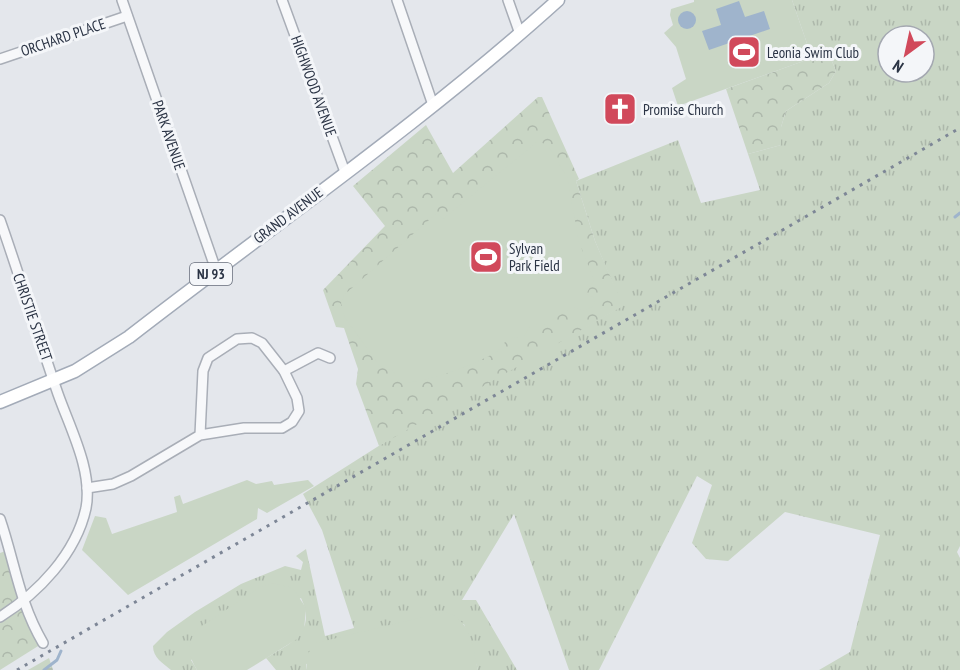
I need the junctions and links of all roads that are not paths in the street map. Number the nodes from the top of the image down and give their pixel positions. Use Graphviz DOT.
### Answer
graph roads {
  1 [pos="122,0"];
  2 [pos="282,0"];
  3 [pos="397,0"];
  4 [pos="508,0"];
  5 [pos="558,0"];
  6 [pos="127,16"];
  7 [pos="520,34"];
  8 [pos="0,59"];
  9 [pos="434,105"];
  10 [pos="345,172"];
  11 [pos="0,220"];
  12 [pos="216,270"];
  13 [pos="330,358"];
  14 [pos="284,371"];
  15 [pos="54,381"];
  16 [pos="0,402"];
  17 [pos="200,435"];
  18 [pos="87,488"];
  19 [pos="0,519"];
  20 [pos="22,602"];
  21 [pos="0,617"];
  22 [pos="43,643"];
  1 -- 6 [label="street, PARK AVENUE"];
  2 -- 10 [label="street, HIGHWOOD AVENUE"];
  3 -- 9 [label="street"];
  4 -- 7 [label="street"];
  5 -- 7 [label="main road, GRAND AVENUE / NJ 93"];
  6 -- 8 [label="street, ORCHARD PLACE"];
  6 -- 12 [label="street, PARK AVENUE"];
  7 -- 9 [label="main road, GRAND AVENUE / NJ 93"];
  9 -- 10 [label="main road, GRAND AVENUE / NJ 93"];
  10 -- 12 [label="main road, GRAND AVENUE / NJ 93"];
  11 -- 15 [label="street, CHRISTIE STREET"];
  12 -- 15 [label="main road, GRAND AVENUE / NJ 93"];
  13 -- 14 [label="street"];
  14 -- 17 [label="street"];
  14 -- 17 [label="street"];
  15 -- 16 [label="main road, GRAND AVENUE / NJ 93"];
  15 -- 18 [label="street, CHRISTIE STREET"];
  17 -- 18 [label="street"];
  18 -- 20 [label="street"];
  19 -- 20 [label="street"];
  20 -- 21 [label="street"];
  20 -- 22 [label="street"];
}
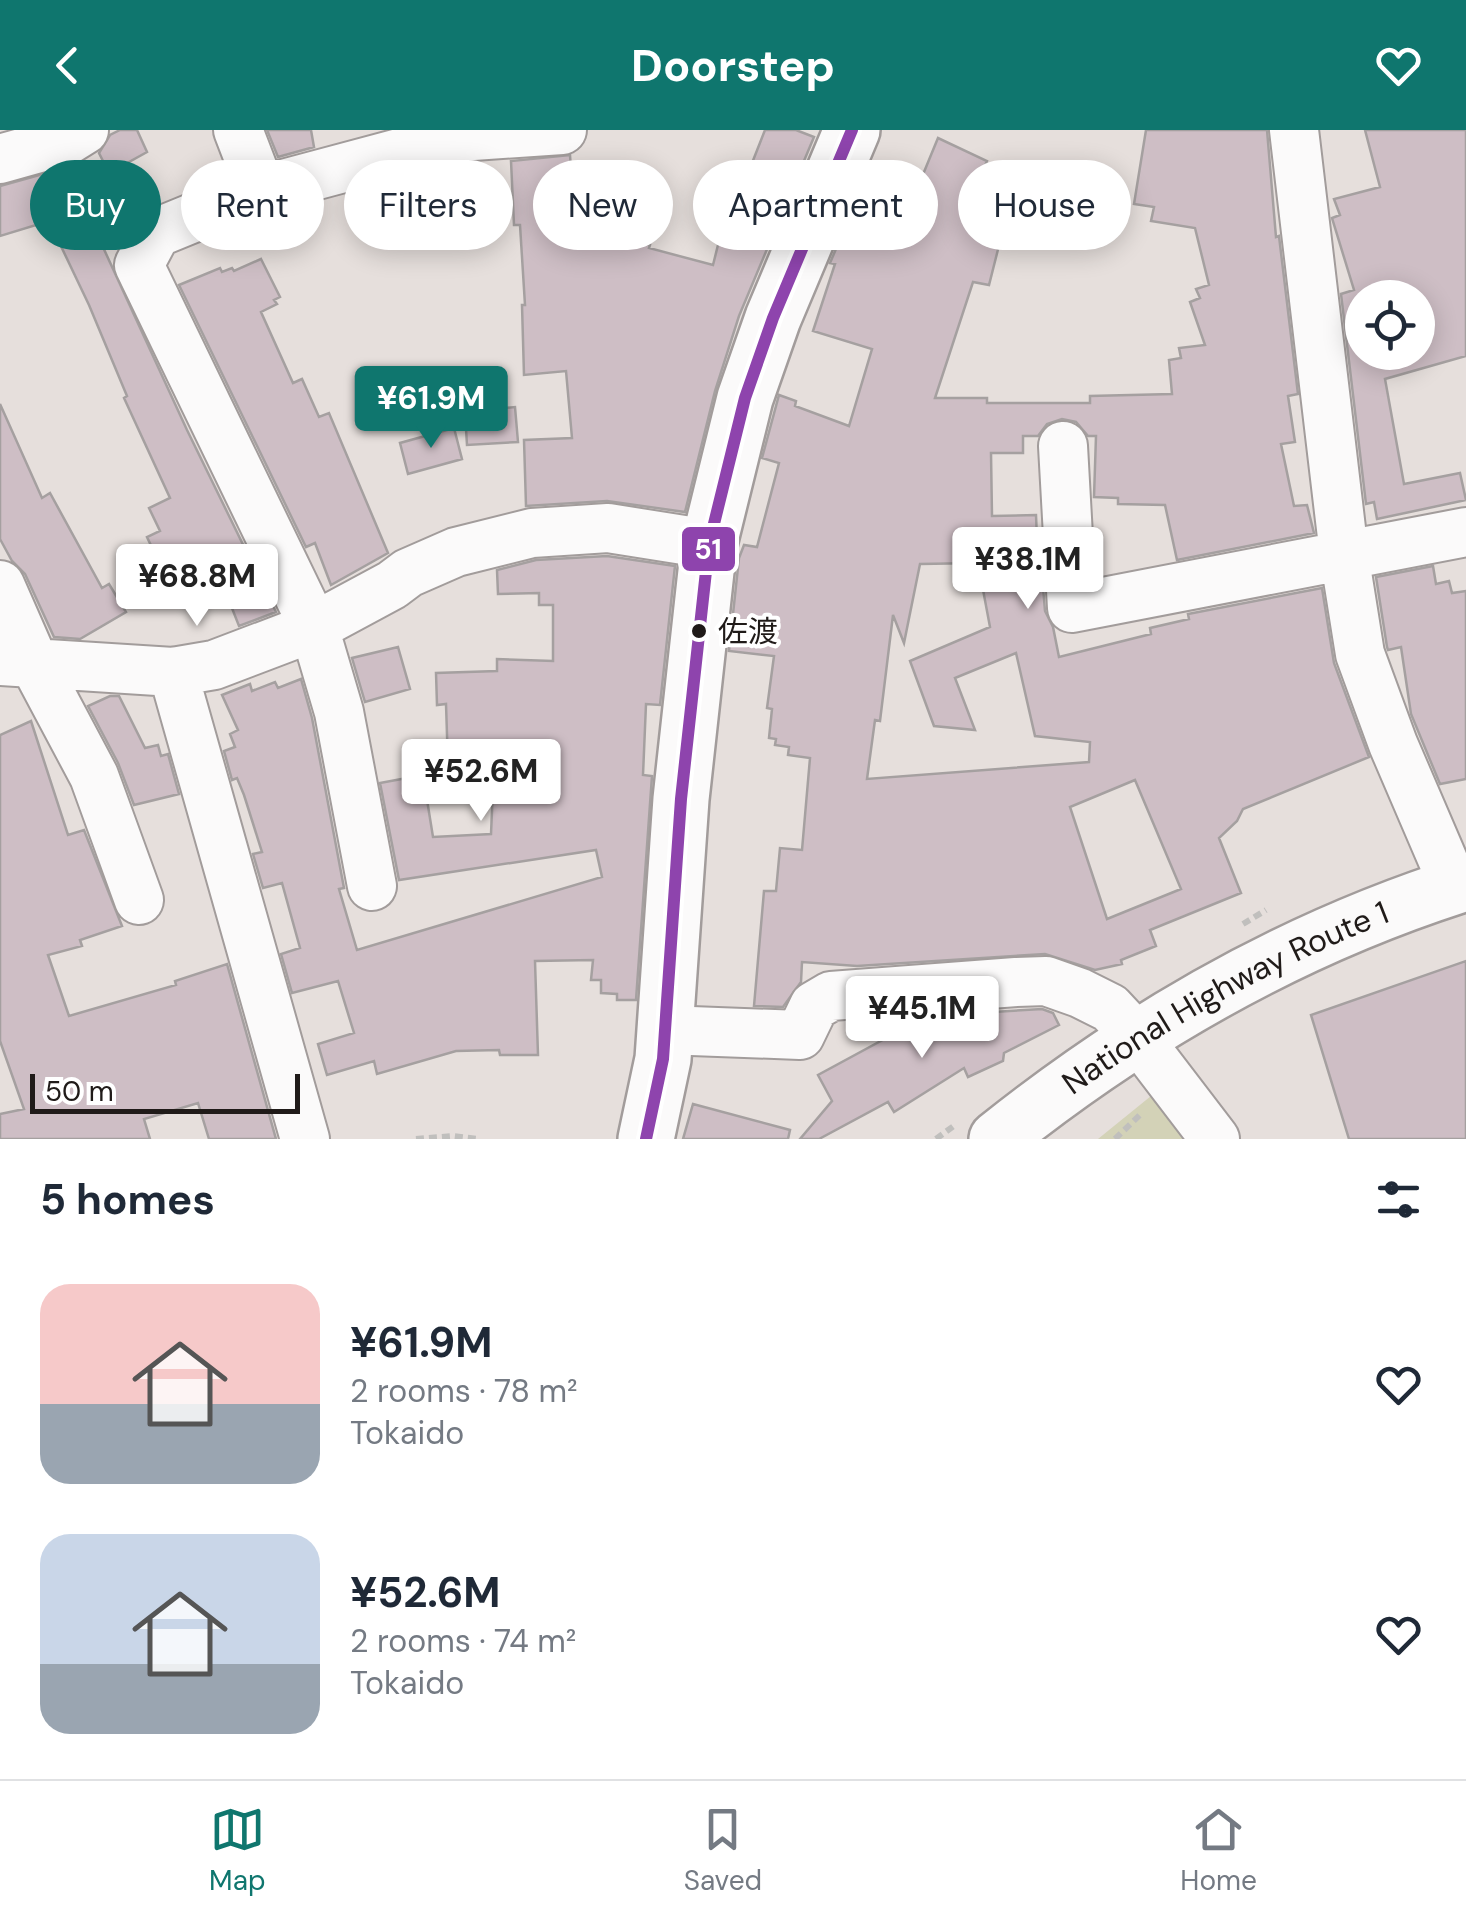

What you are asked to do
Pictures aside, reproduce every record exactly as it stands.

Exercise response
I need the junctions and links of all roads that are not paths in the street map. Number the nodes from the top of the image down and give their pixel positions. Use Graphviz DOT.
### Answer
graph roads {
  1 [pos="122,0"];
  2 [pos="282,0"];
  3 [pos="397,0"];
  4 [pos="508,0"];
  5 [pos="558,0"];
  6 [pos="127,16"];
  7 [pos="520,34"];
  8 [pos="0,59"];
  9 [pos="434,105"];
  10 [pos="345,172"];
  11 [pos="0,220"];
  12 [pos="216,270"];
  13 [pos="330,358"];
  14 [pos="284,371"];
  15 [pos="54,381"];
  16 [pos="0,402"];
  17 [pos="200,435"];
  18 [pos="87,488"];
  19 [pos="0,519"];
  20 [pos="22,602"];
  21 [pos="0,617"];
  22 [pos="43,643"];
  1 -- 6 [label="street, PARK AVENUE"];
  2 -- 10 [label="street, HIGHWOOD AVENUE"];
  3 -- 9 [label="street"];
  4 -- 7 [label="street"];
  5 -- 7 [label="main road, GRAND AVENUE / NJ 93"];
  6 -- 8 [label="street, ORCHARD PLACE"];
  6 -- 12 [label="street, PARK AVENUE"];
  7 -- 9 [label="main road, GRAND AVENUE / NJ 93"];
  9 -- 10 [label="main road, GRAND AVENUE / NJ 93"];
  10 -- 12 [label="main road, GRAND AVENUE / NJ 93"];
  11 -- 15 [label="street, CHRISTIE STREET"];
  12 -- 15 [label="main road, GRAND AVENUE / NJ 93"];
  13 -- 14 [label="street"];
  14 -- 17 [label="street"];
  14 -- 17 [label="street"];
  15 -- 16 [label="main road, GRAND AVENUE / NJ 93"];
  15 -- 18 [label="street, CHRISTIE STREET"];
  17 -- 18 [label="street"];
  18 -- 20 [label="street"];
  19 -- 20 [label="street"];
  20 -- 21 [label="street"];
  20 -- 22 [label="street"];
}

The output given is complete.